In order to explore the potential interaction between BIK1 and DRP2B and the impact they have on each other, we first confirmed the interaction between these two proteins in vitro and in vivo via biochemical experiments and in vivo imaging technology. We also found that BIK1 can phosphorylate DRP2B in vitro, and seven key phosphorylation sites were identified. DRP2B mutant protein with these seven sites mutated to alanine failed to complement the disease phenotype of drp2b, suggesting that the phosphorylation of DRP2B by BIK1 is critical for plant immunity. 

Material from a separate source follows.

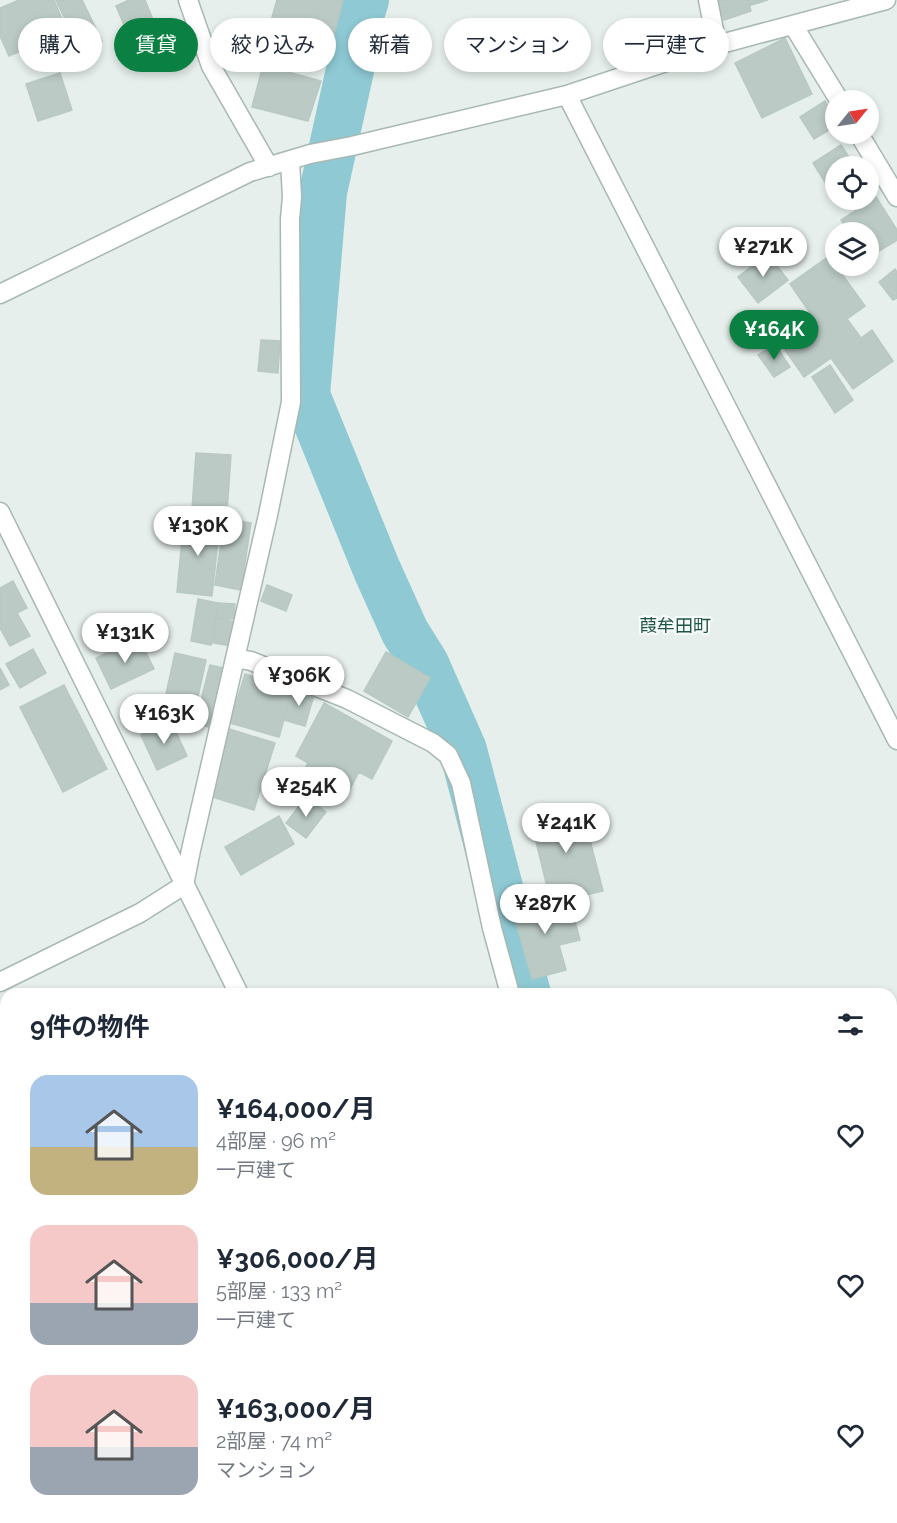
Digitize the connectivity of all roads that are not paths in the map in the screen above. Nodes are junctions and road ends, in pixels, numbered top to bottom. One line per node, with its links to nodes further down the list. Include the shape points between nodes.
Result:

Moreover, we also monitored the dynamics of BIK1 and DRP2B on the cell surface during immune activation by single-particle tracking. We observed that BIK1 spots dynamically appeared and disappeared from the plasma membrane. During immune activation, the rate of BIK1 turnover was significantly increased at the plasma membrane, and this requires its kinase activity. Similarly, DRP2B spots assembled and disassembled dynamically at the cell surface. The assembly/disassembly of DRP2B became much faster in cells with activated immune signaling than non-stimulated cells. The differences in the DRP2B dynamics upon immune activation is abrogated by the mutation of phosphorylation sites. Taken together, we confirmed the interaction between BIK1 and DRP2B. Moreover, we described the dynamic behaviors of BIK1 and DRP2B on plasma membrane during immune activation. The biological significance of BIK1 on DRP2B phosphorylation in plant immunity were also investigated in this work.